NCSA provides user support for the many complex areas of data management — moving
data between machines, finding the correct place to write/read data, database
usage, and finding a file system based on its performance versus file size.
NCSA has more than a petabyte of raw disk capacity distributed among its
High Performance Computing (HPC) resources and other production systems. Several
additional petabytes of archival storage capacity are available onsite. Users
at NCSA have a long-term data storage system at their disposal and access to
high-speed parallel file systems on each of our HPC platforms to support the
creation and analysis of large data sets.
Production File Systems
NCSA's production cluster environments are equipped with a variety of parallel
file systems that facilitate applications with demanding I/O
requirements.

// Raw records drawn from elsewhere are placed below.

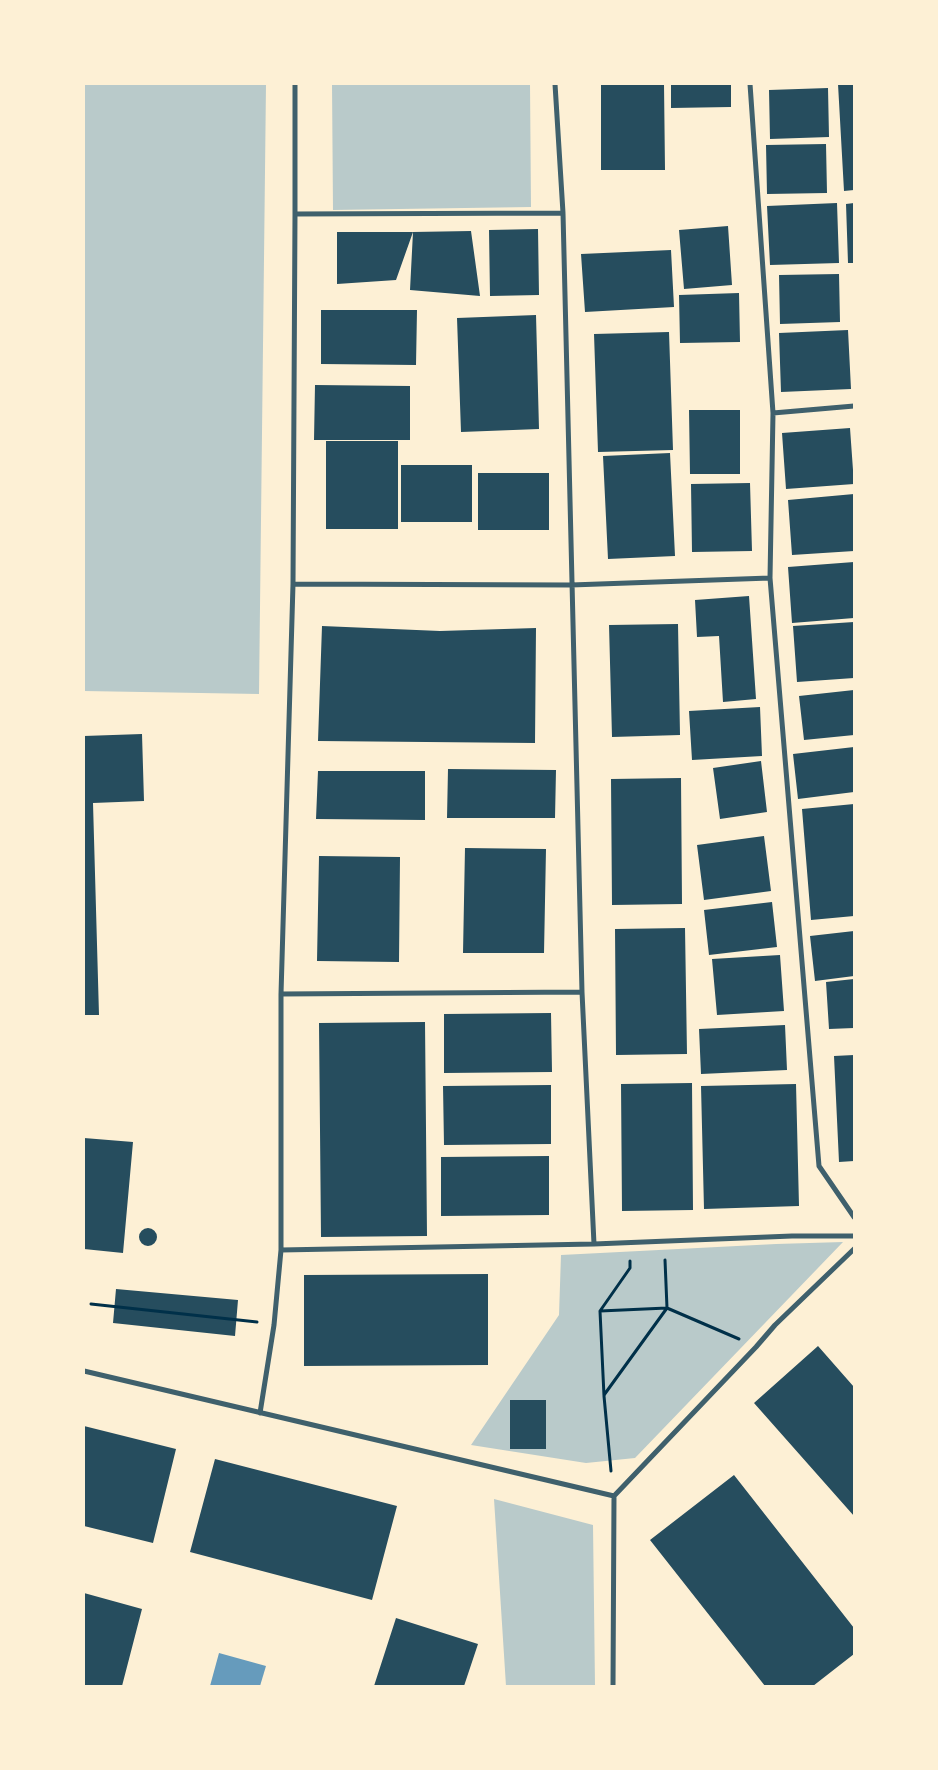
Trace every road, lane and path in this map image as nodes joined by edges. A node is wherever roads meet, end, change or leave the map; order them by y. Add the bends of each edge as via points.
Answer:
1 (295, 84) edge
2 (555, 84) edge
3 (750, 84) edge
4 (563, 213) junction
5 (295, 214) junction
6 (854, 406) edge
7 (773, 413) junction
8 (770, 578) junction
9 (293, 584) junction
10 (571, 585) junction
11 (582, 992) junction
12 (281, 994) junction
13 (854, 1217) edge
14 (854, 1236) edge
15 (664, 1242) junction
16 (629, 1243) junction
17 (594, 1244) junction
18 (854, 1249) edge
19 (280, 1250) junction
20 (91, 1304) dead end
21 (668, 1308) junction
22 (600, 1311) junction
23 (236, 1319) dead end
24 (756, 1347) junction
25 (84, 1371) edge
26 (604, 1396) junction
27 (260, 1413) junction
28 (614, 1496) junction
29 (613, 1686) edge

1 - 5 street
2 - 4 street
3 - 7 street
4 - 5 street
4 - 10 street
5 - 9 street
6 - 7 street
7 - 8 street
8 - 10 street
8 - 13 street via 819,1166
9 - 10 street
9 - 12 street
10 - 11 street
11 - 12 street
11 - 17 street
12 - 19 street
14 - 15 street
15 - 16 street
15 - 21 path
16 - 17 street
16 - 22 path via 630,1268
17 - 19 street
18 - 24 street via 774,1325
19 - 27 street via 274,1325
20 - 23 path
21 - 22 path
21 - 24 path
21 - 26 path
22 - 26 path
24 - 28 street
25 - 27 street
26 - 28 path
27 - 28 street
28 - 29 street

NCSA maintains a 284 TB Storage Area Network (SAN). Systems
that mount this disk include backup servers, database servers, testbed systems,
and various internal systems.
Mass Storage System (MSS)
NCSA's hierarchical
archival storage system can be accessed via FTP and SSH based transfer
clients. NCSA's
mass storage archive now holds more than six petabytes of data.
Moving Data
Data can be moved in various ways and to various locations: to and from UniTree,
between clusters, offsite, and on TeraGrid.
Each HPC system at NCSA has dedicated GridFTP servers and additional tools
to transfer data within NCSA and across the TeraGrid. We provide multiple filesystems
that include home and application directories for small files, scratch filesystems
for large files, and projects for large datasets requiring longer life. NCSA
supports significant projects for which scientific databases are required.